(Your goal) The records that follow must all be duplicated exactly.

─── Dataset entries

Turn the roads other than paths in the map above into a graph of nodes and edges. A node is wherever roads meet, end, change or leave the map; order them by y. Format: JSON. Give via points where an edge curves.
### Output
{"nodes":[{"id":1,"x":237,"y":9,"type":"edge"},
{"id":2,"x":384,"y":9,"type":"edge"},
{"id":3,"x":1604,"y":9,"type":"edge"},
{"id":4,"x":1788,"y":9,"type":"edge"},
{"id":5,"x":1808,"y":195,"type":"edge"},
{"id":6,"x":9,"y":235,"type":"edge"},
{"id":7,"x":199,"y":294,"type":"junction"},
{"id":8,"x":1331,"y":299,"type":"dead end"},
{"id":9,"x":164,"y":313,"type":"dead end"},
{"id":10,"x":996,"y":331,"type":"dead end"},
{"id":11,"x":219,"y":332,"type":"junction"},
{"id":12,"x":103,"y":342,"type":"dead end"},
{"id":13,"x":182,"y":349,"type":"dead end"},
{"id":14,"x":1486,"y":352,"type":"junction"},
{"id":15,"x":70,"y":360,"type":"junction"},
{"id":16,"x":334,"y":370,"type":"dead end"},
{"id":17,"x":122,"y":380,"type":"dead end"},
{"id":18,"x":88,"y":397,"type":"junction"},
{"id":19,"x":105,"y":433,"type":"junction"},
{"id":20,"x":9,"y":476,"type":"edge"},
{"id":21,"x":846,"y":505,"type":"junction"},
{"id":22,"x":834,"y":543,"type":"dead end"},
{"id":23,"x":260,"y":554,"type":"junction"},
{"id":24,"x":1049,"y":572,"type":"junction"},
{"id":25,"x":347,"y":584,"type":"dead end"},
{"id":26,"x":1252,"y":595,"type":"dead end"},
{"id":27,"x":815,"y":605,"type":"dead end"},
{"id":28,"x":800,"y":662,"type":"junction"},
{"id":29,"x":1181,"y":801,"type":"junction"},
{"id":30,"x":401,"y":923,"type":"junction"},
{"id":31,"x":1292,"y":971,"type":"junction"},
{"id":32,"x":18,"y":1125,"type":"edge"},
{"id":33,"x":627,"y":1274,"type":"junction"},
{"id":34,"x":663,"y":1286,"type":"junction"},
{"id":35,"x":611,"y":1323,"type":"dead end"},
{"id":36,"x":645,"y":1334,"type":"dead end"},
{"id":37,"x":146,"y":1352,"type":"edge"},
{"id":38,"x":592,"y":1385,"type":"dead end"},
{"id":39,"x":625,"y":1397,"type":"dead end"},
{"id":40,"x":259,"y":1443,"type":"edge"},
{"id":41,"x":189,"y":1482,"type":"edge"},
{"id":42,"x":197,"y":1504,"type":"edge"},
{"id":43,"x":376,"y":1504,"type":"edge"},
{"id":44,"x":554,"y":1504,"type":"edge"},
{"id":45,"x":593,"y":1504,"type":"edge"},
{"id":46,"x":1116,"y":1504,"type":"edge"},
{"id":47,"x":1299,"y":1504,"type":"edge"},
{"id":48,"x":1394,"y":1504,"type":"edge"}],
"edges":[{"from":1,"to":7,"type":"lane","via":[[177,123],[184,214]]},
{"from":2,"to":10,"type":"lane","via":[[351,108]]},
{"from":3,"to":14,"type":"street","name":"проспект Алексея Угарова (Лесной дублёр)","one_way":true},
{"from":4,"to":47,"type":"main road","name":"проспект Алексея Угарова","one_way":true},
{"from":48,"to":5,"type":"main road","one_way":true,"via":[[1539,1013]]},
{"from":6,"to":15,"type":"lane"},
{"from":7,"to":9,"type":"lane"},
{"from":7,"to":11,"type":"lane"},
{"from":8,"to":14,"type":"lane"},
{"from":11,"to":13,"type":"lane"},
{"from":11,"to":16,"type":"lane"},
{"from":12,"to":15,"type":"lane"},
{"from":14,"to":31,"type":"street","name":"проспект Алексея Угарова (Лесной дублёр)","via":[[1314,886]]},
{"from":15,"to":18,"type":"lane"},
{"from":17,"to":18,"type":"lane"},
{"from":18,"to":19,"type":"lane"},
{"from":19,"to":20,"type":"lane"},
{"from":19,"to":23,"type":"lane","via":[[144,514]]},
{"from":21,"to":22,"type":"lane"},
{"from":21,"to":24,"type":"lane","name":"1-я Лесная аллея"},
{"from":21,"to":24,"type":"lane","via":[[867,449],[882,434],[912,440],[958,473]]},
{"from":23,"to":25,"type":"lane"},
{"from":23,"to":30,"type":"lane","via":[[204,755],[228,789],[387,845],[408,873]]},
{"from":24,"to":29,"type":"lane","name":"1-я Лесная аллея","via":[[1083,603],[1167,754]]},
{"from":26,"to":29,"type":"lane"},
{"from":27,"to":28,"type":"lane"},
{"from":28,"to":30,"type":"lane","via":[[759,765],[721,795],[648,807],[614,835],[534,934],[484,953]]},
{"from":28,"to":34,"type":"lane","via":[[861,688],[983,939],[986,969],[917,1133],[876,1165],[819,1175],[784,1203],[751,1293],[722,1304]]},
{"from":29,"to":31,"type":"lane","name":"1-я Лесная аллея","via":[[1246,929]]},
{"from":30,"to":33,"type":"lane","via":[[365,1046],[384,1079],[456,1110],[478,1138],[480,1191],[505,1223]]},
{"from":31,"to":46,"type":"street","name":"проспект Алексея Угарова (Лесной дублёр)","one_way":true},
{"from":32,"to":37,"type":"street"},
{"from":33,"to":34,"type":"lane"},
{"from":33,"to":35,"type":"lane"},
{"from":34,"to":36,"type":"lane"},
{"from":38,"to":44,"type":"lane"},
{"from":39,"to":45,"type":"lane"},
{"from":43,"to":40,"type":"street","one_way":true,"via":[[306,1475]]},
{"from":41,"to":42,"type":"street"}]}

──────

(Your solution)
Turn the roads other than paths in the map above into a graph of nodes and edges. A node is wherever roads meet, end, change or leave the map; order them by y. Format: JSON. Give via points where an edge curves.
### Output
{"nodes":[{"id":1,"x":237,"y":9,"type":"edge"},
{"id":2,"x":384,"y":9,"type":"edge"},
{"id":3,"x":1604,"y":9,"type":"edge"},
{"id":4,"x":1788,"y":9,"type":"edge"},
{"id":5,"x":1808,"y":195,"type":"edge"},
{"id":6,"x":9,"y":235,"type":"edge"},
{"id":7,"x":199,"y":294,"type":"junction"},
{"id":8,"x":1331,"y":299,"type":"dead end"},
{"id":9,"x":164,"y":313,"type":"dead end"},
{"id":10,"x":996,"y":331,"type":"dead end"},
{"id":11,"x":219,"y":332,"type":"junction"},
{"id":12,"x":103,"y":342,"type":"dead end"},
{"id":13,"x":182,"y":349,"type":"dead end"},
{"id":14,"x":1486,"y":352,"type":"junction"},
{"id":15,"x":70,"y":360,"type":"junction"},
{"id":16,"x":334,"y":370,"type":"dead end"},
{"id":17,"x":122,"y":380,"type":"dead end"},
{"id":18,"x":88,"y":397,"type":"junction"},
{"id":19,"x":105,"y":433,"type":"junction"},
{"id":20,"x":9,"y":476,"type":"edge"},
{"id":21,"x":846,"y":505,"type":"junction"},
{"id":22,"x":834,"y":543,"type":"dead end"},
{"id":23,"x":260,"y":554,"type":"junction"},
{"id":24,"x":1049,"y":572,"type":"junction"},
{"id":25,"x":347,"y":584,"type":"dead end"},
{"id":26,"x":1252,"y":595,"type":"dead end"},
{"id":27,"x":815,"y":605,"type":"dead end"},
{"id":28,"x":800,"y":662,"type":"junction"},
{"id":29,"x":1181,"y":801,"type":"junction"},
{"id":30,"x":401,"y":923,"type":"junction"},
{"id":31,"x":1292,"y":971,"type":"junction"},
{"id":32,"x":18,"y":1125,"type":"edge"},
{"id":33,"x":627,"y":1274,"type":"junction"},
{"id":34,"x":663,"y":1286,"type":"junction"},
{"id":35,"x":611,"y":1323,"type":"dead end"},
{"id":36,"x":645,"y":1334,"type":"dead end"},
{"id":37,"x":146,"y":1352,"type":"edge"},
{"id":38,"x":592,"y":1385,"type":"dead end"},
{"id":39,"x":625,"y":1397,"type":"dead end"},
{"id":40,"x":259,"y":1443,"type":"edge"},
{"id":41,"x":189,"y":1482,"type":"edge"},
{"id":42,"x":197,"y":1504,"type":"edge"},
{"id":43,"x":376,"y":1504,"type":"edge"},
{"id":44,"x":554,"y":1504,"type":"edge"},
{"id":45,"x":593,"y":1504,"type":"edge"},
{"id":46,"x":1116,"y":1504,"type":"edge"},
{"id":47,"x":1299,"y":1504,"type":"edge"},
{"id":48,"x":1394,"y":1504,"type":"edge"}],
"edges":[{"from":1,"to":7,"type":"lane","via":[[177,123],[184,214]]},
{"from":2,"to":10,"type":"lane","via":[[351,108]]},
{"from":3,"to":14,"type":"street","name":"проспект Алексея Угарова (Лесной дублёр)","one_way":true},
{"from":4,"to":47,"type":"main road","name":"проспект Алексея Угарова","one_way":true},
{"from":48,"to":5,"type":"main road","one_way":true,"via":[[1539,1013]]},
{"from":6,"to":15,"type":"lane"},
{"from":7,"to":9,"type":"lane"},
{"from":7,"to":11,"type":"lane"},
{"from":8,"to":14,"type":"lane"},
{"from":11,"to":13,"type":"lane"},
{"from":11,"to":16,"type":"lane"},
{"from":12,"to":15,"type":"lane"},
{"from":14,"to":31,"type":"street","name":"проспект Алексея Угарова (Лесной дублёр)","via":[[1314,886]]},
{"from":15,"to":18,"type":"lane"},
{"from":17,"to":18,"type":"lane"},
{"from":18,"to":19,"type":"lane"},
{"from":19,"to":20,"type":"lane"},
{"from":19,"to":23,"type":"lane","via":[[144,514]]},
{"from":21,"to":22,"type":"lane"},
{"from":21,"to":24,"type":"lane","name":"1-я Лесная аллея"},
{"from":21,"to":24,"type":"lane","via":[[867,449],[882,434],[912,440],[958,473]]},
{"from":23,"to":25,"type":"lane"},
{"from":23,"to":30,"type":"lane","via":[[204,755],[228,789],[387,845],[408,873]]},
{"from":24,"to":29,"type":"lane","name":"1-я Лесная аллея","via":[[1083,603],[1167,754]]},
{"from":26,"to":29,"type":"lane"},
{"from":27,"to":28,"type":"lane"},
{"from":28,"to":30,"type":"lane","via":[[759,765],[721,795],[648,807],[614,835],[534,934],[484,953]]},
{"from":28,"to":34,"type":"lane","via":[[861,688],[983,939],[986,969],[917,1133],[876,1165],[819,1175],[784,1203],[751,1293],[722,1304]]},
{"from":29,"to":31,"type":"lane","name":"1-я Лесная аллея","via":[[1246,929]]},
{"from":30,"to":33,"type":"lane","via":[[365,1046],[384,1079],[456,1110],[478,1138],[480,1191],[505,1223]]},
{"from":31,"to":46,"type":"street","name":"проспект Алексея Угарова (Лесной дублёр)","one_way":true},
{"from":32,"to":37,"type":"street"},
{"from":33,"to":34,"type":"lane"},
{"from":33,"to":35,"type":"lane"},
{"from":34,"to":36,"type":"lane"},
{"from":38,"to":44,"type":"lane"},
{"from":39,"to":45,"type":"lane"},
{"from":43,"to":40,"type":"street","one_way":true,"via":[[306,1475]]},
{"from":41,"to":42,"type":"street"}]}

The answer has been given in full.